EXERCISE GOAL: The records underneath are to be printed in full and exactly, with no pictures carried over.
[RECORDS SUPPLIED — start]
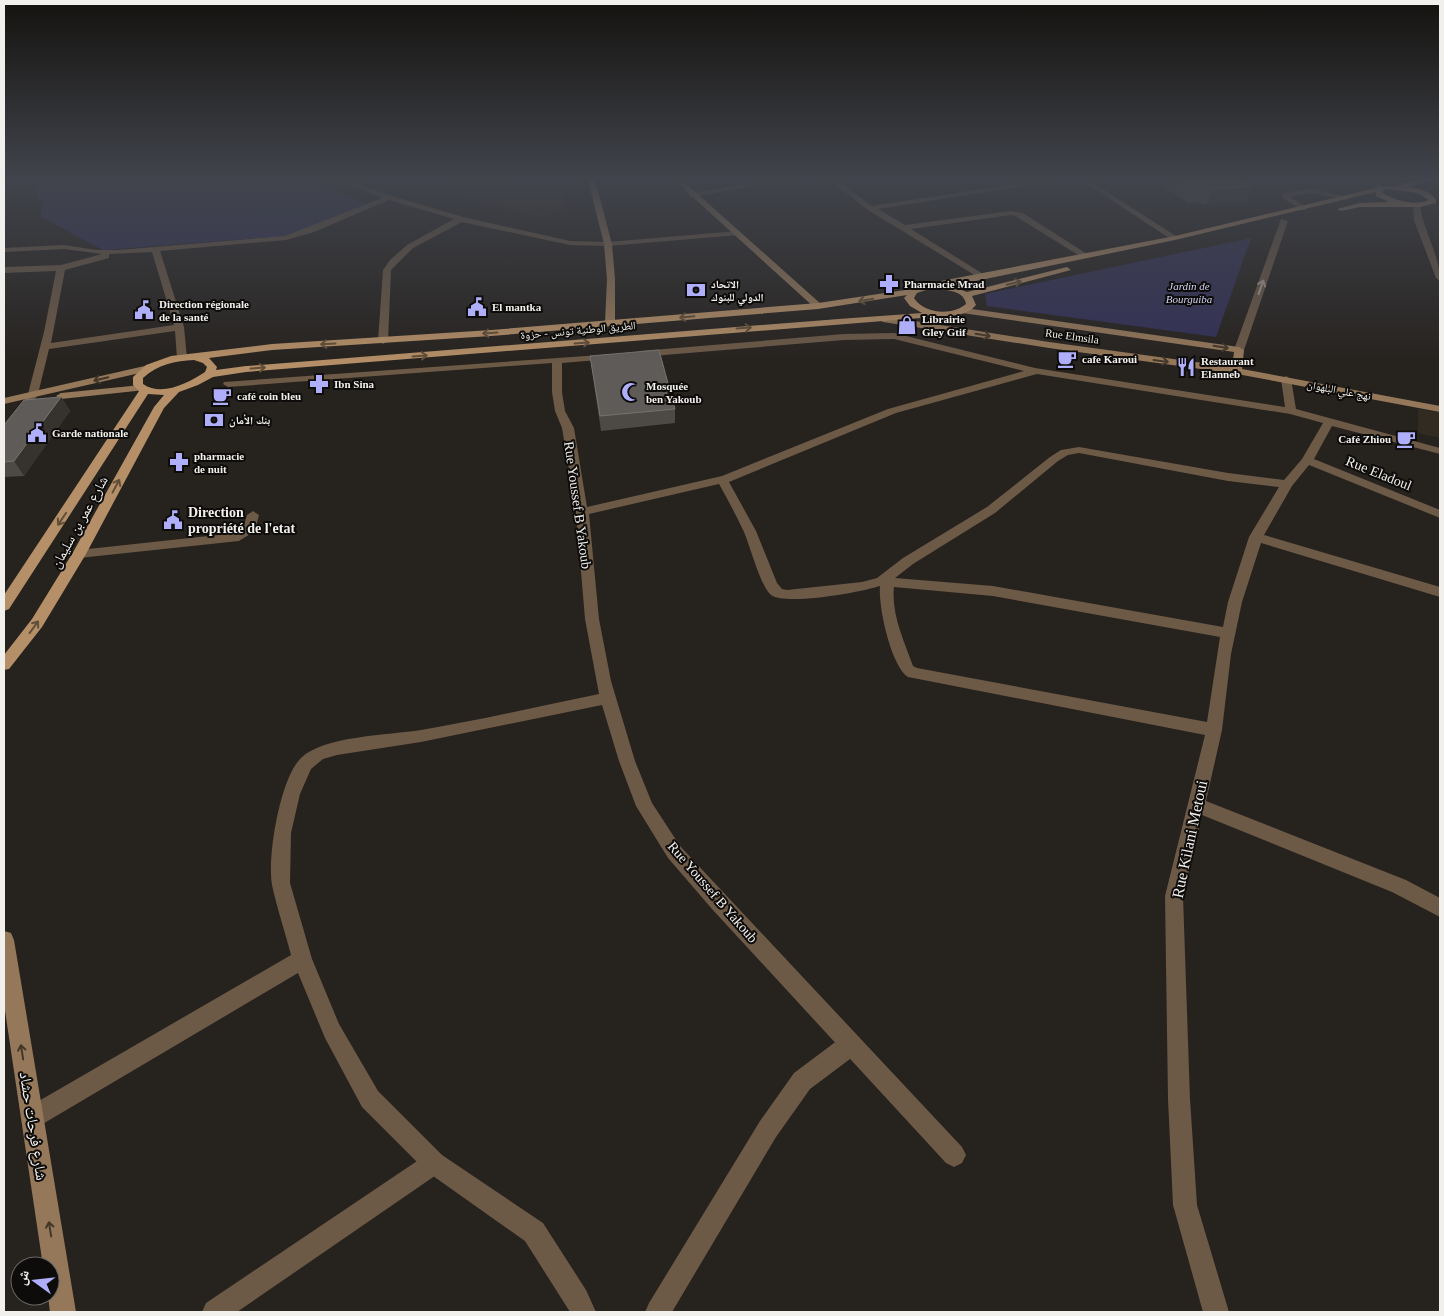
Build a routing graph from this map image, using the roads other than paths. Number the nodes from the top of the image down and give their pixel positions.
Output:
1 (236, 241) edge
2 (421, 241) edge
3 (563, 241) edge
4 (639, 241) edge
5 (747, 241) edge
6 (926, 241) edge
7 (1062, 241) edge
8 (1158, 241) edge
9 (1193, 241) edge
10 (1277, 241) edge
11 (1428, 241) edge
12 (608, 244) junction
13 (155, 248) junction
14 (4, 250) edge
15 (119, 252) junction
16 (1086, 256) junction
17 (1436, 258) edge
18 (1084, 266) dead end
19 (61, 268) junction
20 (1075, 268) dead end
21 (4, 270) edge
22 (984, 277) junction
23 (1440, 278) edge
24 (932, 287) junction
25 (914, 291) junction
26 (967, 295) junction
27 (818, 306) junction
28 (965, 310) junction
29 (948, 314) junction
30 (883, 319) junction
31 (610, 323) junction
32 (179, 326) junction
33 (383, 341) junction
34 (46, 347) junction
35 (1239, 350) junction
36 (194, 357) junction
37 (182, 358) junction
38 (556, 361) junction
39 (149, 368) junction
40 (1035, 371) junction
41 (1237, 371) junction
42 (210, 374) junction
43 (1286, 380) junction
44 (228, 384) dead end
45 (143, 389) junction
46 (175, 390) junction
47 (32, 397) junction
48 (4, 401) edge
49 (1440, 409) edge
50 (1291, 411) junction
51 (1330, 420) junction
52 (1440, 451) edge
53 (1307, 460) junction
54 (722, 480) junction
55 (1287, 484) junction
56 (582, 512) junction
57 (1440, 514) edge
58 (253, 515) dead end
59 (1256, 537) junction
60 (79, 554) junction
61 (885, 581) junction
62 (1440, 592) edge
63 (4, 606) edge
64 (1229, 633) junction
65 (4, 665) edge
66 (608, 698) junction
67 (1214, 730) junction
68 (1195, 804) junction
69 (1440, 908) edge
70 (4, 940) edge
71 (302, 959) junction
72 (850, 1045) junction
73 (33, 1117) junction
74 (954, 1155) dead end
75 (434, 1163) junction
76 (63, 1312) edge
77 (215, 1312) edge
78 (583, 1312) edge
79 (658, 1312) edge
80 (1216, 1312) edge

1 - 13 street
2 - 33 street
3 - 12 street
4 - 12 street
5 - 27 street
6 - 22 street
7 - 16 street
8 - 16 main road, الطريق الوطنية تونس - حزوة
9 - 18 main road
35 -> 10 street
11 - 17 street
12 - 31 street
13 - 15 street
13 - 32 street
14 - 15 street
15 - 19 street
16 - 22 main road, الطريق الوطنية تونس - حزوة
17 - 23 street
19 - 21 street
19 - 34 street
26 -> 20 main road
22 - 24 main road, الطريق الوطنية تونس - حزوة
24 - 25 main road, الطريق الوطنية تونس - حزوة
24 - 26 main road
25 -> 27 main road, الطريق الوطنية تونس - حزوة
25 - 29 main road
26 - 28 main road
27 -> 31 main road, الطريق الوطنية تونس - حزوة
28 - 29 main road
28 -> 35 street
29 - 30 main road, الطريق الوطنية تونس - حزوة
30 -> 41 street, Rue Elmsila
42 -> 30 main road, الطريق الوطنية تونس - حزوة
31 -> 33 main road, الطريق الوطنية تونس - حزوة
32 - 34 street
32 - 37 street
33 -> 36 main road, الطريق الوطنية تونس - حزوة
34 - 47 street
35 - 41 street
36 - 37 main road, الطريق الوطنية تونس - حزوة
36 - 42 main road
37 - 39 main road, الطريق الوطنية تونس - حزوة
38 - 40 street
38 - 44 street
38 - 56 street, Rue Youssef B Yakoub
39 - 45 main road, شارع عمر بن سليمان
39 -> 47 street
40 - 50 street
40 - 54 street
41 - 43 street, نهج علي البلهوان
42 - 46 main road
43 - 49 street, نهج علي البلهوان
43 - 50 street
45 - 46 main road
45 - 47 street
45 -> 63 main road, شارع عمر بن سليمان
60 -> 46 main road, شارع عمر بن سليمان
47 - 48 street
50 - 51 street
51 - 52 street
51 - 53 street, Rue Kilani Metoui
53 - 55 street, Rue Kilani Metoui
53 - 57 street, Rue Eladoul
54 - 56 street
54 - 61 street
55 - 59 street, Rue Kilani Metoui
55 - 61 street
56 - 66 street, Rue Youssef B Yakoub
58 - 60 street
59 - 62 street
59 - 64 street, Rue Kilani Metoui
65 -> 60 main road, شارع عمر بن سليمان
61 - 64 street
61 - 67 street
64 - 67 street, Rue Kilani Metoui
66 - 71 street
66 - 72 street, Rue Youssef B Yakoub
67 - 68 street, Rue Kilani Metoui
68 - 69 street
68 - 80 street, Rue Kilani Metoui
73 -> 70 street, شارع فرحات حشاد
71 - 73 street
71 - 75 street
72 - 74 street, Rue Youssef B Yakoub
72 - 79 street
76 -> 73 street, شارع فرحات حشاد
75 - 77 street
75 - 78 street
[RECORDS SUPPLIED — finish]
EXPECTED OUTPUT:
Build a routing graph from this map image, using the roads other than paths. Number the nodes from the top of the image down and give their pixel positions.
Output:
1 (236, 241) edge
2 (421, 241) edge
3 (563, 241) edge
4 (639, 241) edge
5 (747, 241) edge
6 (926, 241) edge
7 (1062, 241) edge
8 (1158, 241) edge
9 (1193, 241) edge
10 (1277, 241) edge
11 (1428, 241) edge
12 (608, 244) junction
13 (155, 248) junction
14 (4, 250) edge
15 (119, 252) junction
16 (1086, 256) junction
17 (1436, 258) edge
18 (1084, 266) dead end
19 (61, 268) junction
20 (1075, 268) dead end
21 (4, 270) edge
22 (984, 277) junction
23 (1440, 278) edge
24 (932, 287) junction
25 (914, 291) junction
26 (967, 295) junction
27 (818, 306) junction
28 (965, 310) junction
29 (948, 314) junction
30 (883, 319) junction
31 (610, 323) junction
32 (179, 326) junction
33 (383, 341) junction
34 (46, 347) junction
35 (1239, 350) junction
36 (194, 357) junction
37 (182, 358) junction
38 (556, 361) junction
39 (149, 368) junction
40 (1035, 371) junction
41 (1237, 371) junction
42 (210, 374) junction
43 (1286, 380) junction
44 (228, 384) dead end
45 (143, 389) junction
46 (175, 390) junction
47 (32, 397) junction
48 (4, 401) edge
49 (1440, 409) edge
50 (1291, 411) junction
51 (1330, 420) junction
52 (1440, 451) edge
53 (1307, 460) junction
54 (722, 480) junction
55 (1287, 484) junction
56 (582, 512) junction
57 (1440, 514) edge
58 (253, 515) dead end
59 (1256, 537) junction
60 (79, 554) junction
61 (885, 581) junction
62 (1440, 592) edge
63 (4, 606) edge
64 (1229, 633) junction
65 (4, 665) edge
66 (608, 698) junction
67 (1214, 730) junction
68 (1195, 804) junction
69 (1440, 908) edge
70 (4, 940) edge
71 (302, 959) junction
72 (850, 1045) junction
73 (33, 1117) junction
74 (954, 1155) dead end
75 (434, 1163) junction
76 (63, 1312) edge
77 (215, 1312) edge
78 (583, 1312) edge
79 (658, 1312) edge
80 (1216, 1312) edge

1 - 13 street
2 - 33 street
3 - 12 street
4 - 12 street
5 - 27 street
6 - 22 street
7 - 16 street
8 - 16 main road, الطريق الوطنية تونس - حزوة
9 - 18 main road
35 -> 10 street
11 - 17 street
12 - 31 street
13 - 15 street
13 - 32 street
14 - 15 street
15 - 19 street
16 - 22 main road, الطريق الوطنية تونس - حزوة
17 - 23 street
19 - 21 street
19 - 34 street
26 -> 20 main road
22 - 24 main road, الطريق الوطنية تونس - حزوة
24 - 25 main road, الطريق الوطنية تونس - حزوة
24 - 26 main road
25 -> 27 main road, الطريق الوطنية تونس - حزوة
25 - 29 main road
26 - 28 main road
27 -> 31 main road, الطريق الوطنية تونس - حزوة
28 - 29 main road
28 -> 35 street
29 - 30 main road, الطريق الوطنية تونس - حزوة
30 -> 41 street, Rue Elmsila
42 -> 30 main road, الطريق الوطنية تونس - حزوة
31 -> 33 main road, الطريق الوطنية تونس - حزوة
32 - 34 street
32 - 37 street
33 -> 36 main road, الطريق الوطنية تونس - حزوة
34 - 47 street
35 - 41 street
36 - 37 main road, الطريق الوطنية تونس - حزوة
36 - 42 main road
37 - 39 main road, الطريق الوطنية تونس - حزوة
38 - 40 street
38 - 44 street
38 - 56 street, Rue Youssef B Yakoub
39 - 45 main road, شارع عمر بن سليمان
39 -> 47 street
40 - 50 street
40 - 54 street
41 - 43 street, نهج علي البلهوان
42 - 46 main road
43 - 49 street, نهج علي البلهوان
43 - 50 street
45 - 46 main road
45 - 47 street
45 -> 63 main road, شارع عمر بن سليمان
60 -> 46 main road, شارع عمر بن سليمان
47 - 48 street
50 - 51 street
51 - 52 street
51 - 53 street, Rue Kilani Metoui
53 - 55 street, Rue Kilani Metoui
53 - 57 street, Rue Eladoul
54 - 56 street
54 - 61 street
55 - 59 street, Rue Kilani Metoui
55 - 61 street
56 - 66 street, Rue Youssef B Yakoub
58 - 60 street
59 - 62 street
59 - 64 street, Rue Kilani Metoui
65 -> 60 main road, شارع عمر بن سليمان
61 - 64 street
61 - 67 street
64 - 67 street, Rue Kilani Metoui
66 - 71 street
66 - 72 street, Rue Youssef B Yakoub
67 - 68 street, Rue Kilani Metoui
68 - 69 street
68 - 80 street, Rue Kilani Metoui
73 -> 70 street, شارع فرحات حشاد
71 - 73 street
71 - 75 street
72 - 74 street, Rue Youssef B Yakoub
72 - 79 street
76 -> 73 street, شارع فرحات حشاد
75 - 77 street
75 - 78 street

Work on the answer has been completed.